(Collected data)
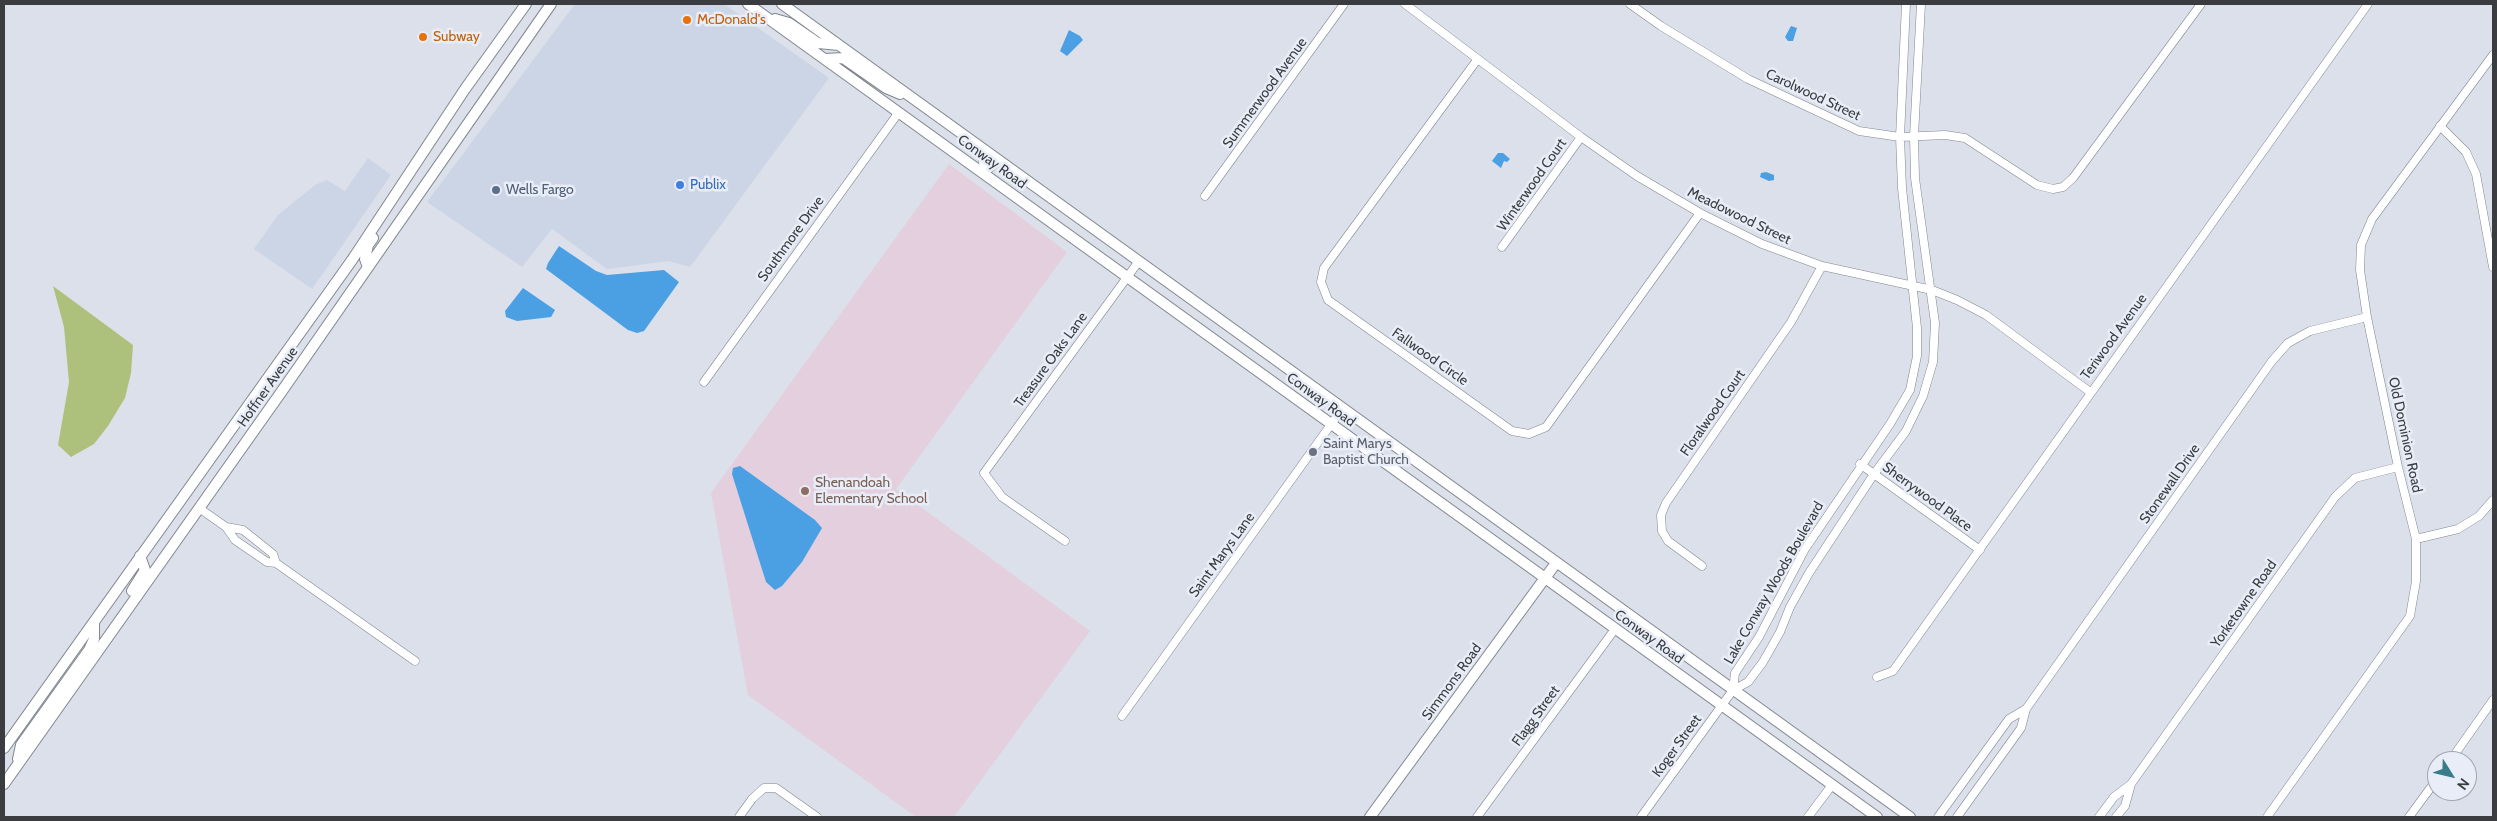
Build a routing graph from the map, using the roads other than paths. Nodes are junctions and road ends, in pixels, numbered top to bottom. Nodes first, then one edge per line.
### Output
1 (526, 4) edge
2 (551, 4) edge
3 (748, 4) edge
4 (782, 4) edge
5 (1344, 4) edge
6 (1405, 4) edge
7 (1630, 4) edge
8 (1906, 4) edge
9 (1921, 4) edge
10 (2201, 4) edge
11 (2368, 4) edge
12 (765, 16) junction
13 (839, 45) junction
14 (2493, 55) edge
15 (825, 59) junction
16 (1478, 60) junction
17 (913, 98) junction
18 (899, 112) junction
19 (2440, 126) junction
20 (1900, 136) junction
21 (1914, 136) junction
22 (1581, 137) junction
23 (982, 148) junction
24 (999, 160) junction
25 (984, 173) junction
26 (1205, 196) dead end
27 (384, 212) junction
28 (1700, 213) junction
29 (1502, 247) dead end
30 (352, 260) junction
31 (1139, 262) junction
32 (1822, 266) junction
33 (368, 267) junction
34 (2493, 268) edge
35 (1128, 277) junction
36 (1913, 286) junction
37 (1932, 290) junction
38 (2367, 317) junction
39 (300, 365) junction
40 (704, 382) dead end
41 (2090, 392) junction
42 (1342, 409) junction
43 (1331, 424) junction
44 (1860, 464) junction
45 (2398, 467) junction
46 (1874, 474) junction
47 (2493, 500) edge
48 (199, 508) junction
49 (226, 527) junction
50 (2416, 539) junction
51 (1064, 541) dead end
52 (1980, 550) junction
53 (140, 556) junction
54 (276, 563) junction
55 (1556, 563) junction
56 (1702, 566) dead end
57 (1545, 578) junction
58 (94, 622) junction
59 (1615, 629) junction
60 (106, 639) junction
61 (415, 662) dead end
62 (1877, 677) dead end
63 (1733, 690) junction
64 (2493, 700) edge
65 (1722, 706) junction
66 (2026, 709) junction
67 (1122, 716) dead end
68 (4, 748) edge
69 (2457, 751) edge
70 (17, 765) junction
71 (4, 784) edge
72 (2131, 784) junction
73 (1832, 785) junction
74 (2427, 792) edge
75 (1874, 815) edge
76 (739, 817) edge
77 (817, 817) edge
78 (1370, 817) edge
79 (1478, 817) edge
80 (1641, 817) edge
81 (1808, 817) edge
82 (1886, 817) edge
83 (1910, 817) edge
84 (1938, 817) edge
85 (1957, 817) edge
86 (2099, 817) edge
87 (2116, 817) edge
88 (2267, 817) edge
89 (2409, 817) edge

1 - 27 main road, Hoffner Avenue
2 - 33 main road, Hoffner Avenue
3 - 12 main road, Conway Road
4 - 13 main road, Conway Road
5 - 26 street, Summerwood Avenue
6 - 16 street, Meadowood Street
7 - 20 street, Carolwood Street
8 - 20 street, Lake Conway Woods Boulevard
9 - 21 street, Lake Conway Woods Boulevard
10 - 21 street, Carolwood Street
11 - 41 street, Teriwood Avenue
12 - 13 main road
12 - 15 main road, Conway Road
13 - 17 main road, Conway Road
14 - 19 street, Old Dominion Road
15 - 17 main road
15 - 18 main road, Conway Road
16 - 22 street, Meadowood Street
16 - 28 street, Fallwood Circle
17 - 23 main road, Conway Road
18 - 25 main road, Conway Road
18 - 40 street, Southmore Drive
19 - 34 street
19 - 38 street, Old Dominion Road
20 - 21 street, Carolwood Street
20 - 36 street, Lake Conway Woods Boulevard
21 - 37 street, Lake Conway Woods Boulevard
22 - 28 street, Meadowood Street
22 - 29 street, Winterwood Court
23 - 24 main road, Conway Road
23 - 25 street
24 - 25 street
24 - 31 main road, Conway Road
25 - 35 main road, Conway Road
27 - 30 main road, Hoffner Avenue
27 - 33 main road
28 - 32 street, Meadowood Street
30 - 39 main road
30 - 53 main road, Hoffner Avenue
31 - 35 street, Treasure Oaks Lane
31 - 42 main road, Conway Road
32 - 36 street, Meadowood Street
32 - 56 street, Floralwood Court
33 - 39 main road, Hoffner Avenue
35 - 43 main road, Conway Road
35 - 51 street, Treasure Oaks Lane
36 - 37 street, Meadowood Street
36 - 44 street, Lake Conway Woods Boulevard
37 - 41 street, Meadowood Street
37 - 46 street, Lake Conway Woods Boulevard
38 - 45 street, Old Dominion Road
38 - 66 street, Stonewall Drive
39 - 48 main road, Hoffner Avenue
41 - 52 street, Teriwood Avenue
42 - 43 street, Saint Marys Lane
42 - 55 main road, Conway Road
43 - 57 main road, Conway Road
43 - 67 street, Saint Marys Lane
44 - 46 street, Sherrywood Place
44 - 63 street, Lake Conway Woods Boulevard
45 - 50 street, Old Dominion Road
45 - 72 street, Yorketowne Road
46 - 52 street, Sherrywood Place
46 - 63 street, Lake Conway Woods Boulevard
47 - 50 street
48 - 49 street
48 - 60 main road, Hoffner Avenue
49 - 54 street
49 - 54 street
50 - 88 street, Old Dominion Road
52 - 62 street, Teriwood Avenue
53 - 58 main road, Hoffner Avenue
53 - 60 main road
54 - 61 street
55 - 57 main road, Simmons Road
55 - 63 main road, Conway Road
57 - 59 main road, Conway Road
57 - 78 main road, Simmons Road
58 - 68 main road, Hoffner Avenue
58 - 70 main road
59 - 65 main road, Conway Road
59 - 79 street, Flagg Street
60 - 70 main road, Hoffner Avenue
63 - 65 street, Koger Street
63 - 83 main road, Conway Road
64 - 69 street
65 - 73 main road, Conway Road
65 - 80 street, Koger Street
66 - 84 street, Stonewall Drive
66 - 85 street, Stonewall Drive
70 - 71 main road, Hoffner Avenue
72 - 86 street, Yorketowne Road
72 - 87 street, Yorketowne Road
73 - 75 main road, Conway Road
73 - 81 street
74 - 89 street
75 - 82 main road, Conway Road
76 - 77 street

▶ **PROBLEM TO WORK ON**
In your copy, repeat the records above exactly and include no images.

▶ **ANSWER FOR THE TASK**
Build a routing graph from the map, using the roads other than paths. Nodes are junctions and road ends, in pixels, numbered top to bottom. Nodes first, then one edge per line.
### Output
1 (526, 4) edge
2 (551, 4) edge
3 (748, 4) edge
4 (782, 4) edge
5 (1344, 4) edge
6 (1405, 4) edge
7 (1630, 4) edge
8 (1906, 4) edge
9 (1921, 4) edge
10 (2201, 4) edge
11 (2368, 4) edge
12 (765, 16) junction
13 (839, 45) junction
14 (2493, 55) edge
15 (825, 59) junction
16 (1478, 60) junction
17 (913, 98) junction
18 (899, 112) junction
19 (2440, 126) junction
20 (1900, 136) junction
21 (1914, 136) junction
22 (1581, 137) junction
23 (982, 148) junction
24 (999, 160) junction
25 (984, 173) junction
26 (1205, 196) dead end
27 (384, 212) junction
28 (1700, 213) junction
29 (1502, 247) dead end
30 (352, 260) junction
31 (1139, 262) junction
32 (1822, 266) junction
33 (368, 267) junction
34 (2493, 268) edge
35 (1128, 277) junction
36 (1913, 286) junction
37 (1932, 290) junction
38 (2367, 317) junction
39 (300, 365) junction
40 (704, 382) dead end
41 (2090, 392) junction
42 (1342, 409) junction
43 (1331, 424) junction
44 (1860, 464) junction
45 (2398, 467) junction
46 (1874, 474) junction
47 (2493, 500) edge
48 (199, 508) junction
49 (226, 527) junction
50 (2416, 539) junction
51 (1064, 541) dead end
52 (1980, 550) junction
53 (140, 556) junction
54 (276, 563) junction
55 (1556, 563) junction
56 (1702, 566) dead end
57 (1545, 578) junction
58 (94, 622) junction
59 (1615, 629) junction
60 (106, 639) junction
61 (415, 662) dead end
62 (1877, 677) dead end
63 (1733, 690) junction
64 (2493, 700) edge
65 (1722, 706) junction
66 (2026, 709) junction
67 (1122, 716) dead end
68 (4, 748) edge
69 (2457, 751) edge
70 (17, 765) junction
71 (4, 784) edge
72 (2131, 784) junction
73 (1832, 785) junction
74 (2427, 792) edge
75 (1874, 815) edge
76 (739, 817) edge
77 (817, 817) edge
78 (1370, 817) edge
79 (1478, 817) edge
80 (1641, 817) edge
81 (1808, 817) edge
82 (1886, 817) edge
83 (1910, 817) edge
84 (1938, 817) edge
85 (1957, 817) edge
86 (2099, 817) edge
87 (2116, 817) edge
88 (2267, 817) edge
89 (2409, 817) edge

1 - 27 main road, Hoffner Avenue
2 - 33 main road, Hoffner Avenue
3 - 12 main road, Conway Road
4 - 13 main road, Conway Road
5 - 26 street, Summerwood Avenue
6 - 16 street, Meadowood Street
7 - 20 street, Carolwood Street
8 - 20 street, Lake Conway Woods Boulevard
9 - 21 street, Lake Conway Woods Boulevard
10 - 21 street, Carolwood Street
11 - 41 street, Teriwood Avenue
12 - 13 main road
12 - 15 main road, Conway Road
13 - 17 main road, Conway Road
14 - 19 street, Old Dominion Road
15 - 17 main road
15 - 18 main road, Conway Road
16 - 22 street, Meadowood Street
16 - 28 street, Fallwood Circle
17 - 23 main road, Conway Road
18 - 25 main road, Conway Road
18 - 40 street, Southmore Drive
19 - 34 street
19 - 38 street, Old Dominion Road
20 - 21 street, Carolwood Street
20 - 36 street, Lake Conway Woods Boulevard
21 - 37 street, Lake Conway Woods Boulevard
22 - 28 street, Meadowood Street
22 - 29 street, Winterwood Court
23 - 24 main road, Conway Road
23 - 25 street
24 - 25 street
24 - 31 main road, Conway Road
25 - 35 main road, Conway Road
27 - 30 main road, Hoffner Avenue
27 - 33 main road
28 - 32 street, Meadowood Street
30 - 39 main road
30 - 53 main road, Hoffner Avenue
31 - 35 street, Treasure Oaks Lane
31 - 42 main road, Conway Road
32 - 36 street, Meadowood Street
32 - 56 street, Floralwood Court
33 - 39 main road, Hoffner Avenue
35 - 43 main road, Conway Road
35 - 51 street, Treasure Oaks Lane
36 - 37 street, Meadowood Street
36 - 44 street, Lake Conway Woods Boulevard
37 - 41 street, Meadowood Street
37 - 46 street, Lake Conway Woods Boulevard
38 - 45 street, Old Dominion Road
38 - 66 street, Stonewall Drive
39 - 48 main road, Hoffner Avenue
41 - 52 street, Teriwood Avenue
42 - 43 street, Saint Marys Lane
42 - 55 main road, Conway Road
43 - 57 main road, Conway Road
43 - 67 street, Saint Marys Lane
44 - 46 street, Sherrywood Place
44 - 63 street, Lake Conway Woods Boulevard
45 - 50 street, Old Dominion Road
45 - 72 street, Yorketowne Road
46 - 52 street, Sherrywood Place
46 - 63 street, Lake Conway Woods Boulevard
47 - 50 street
48 - 49 street
48 - 60 main road, Hoffner Avenue
49 - 54 street
49 - 54 street
50 - 88 street, Old Dominion Road
52 - 62 street, Teriwood Avenue
53 - 58 main road, Hoffner Avenue
53 - 60 main road
54 - 61 street
55 - 57 main road, Simmons Road
55 - 63 main road, Conway Road
57 - 59 main road, Conway Road
57 - 78 main road, Simmons Road
58 - 68 main road, Hoffner Avenue
58 - 70 main road
59 - 65 main road, Conway Road
59 - 79 street, Flagg Street
60 - 70 main road, Hoffner Avenue
63 - 65 street, Koger Street
63 - 83 main road, Conway Road
64 - 69 street
65 - 73 main road, Conway Road
65 - 80 street, Koger Street
66 - 84 street, Stonewall Drive
66 - 85 street, Stonewall Drive
70 - 71 main road, Hoffner Avenue
72 - 86 street, Yorketowne Road
72 - 87 street, Yorketowne Road
73 - 75 main road, Conway Road
73 - 81 street
74 - 89 street
75 - 82 main road, Conway Road
76 - 77 street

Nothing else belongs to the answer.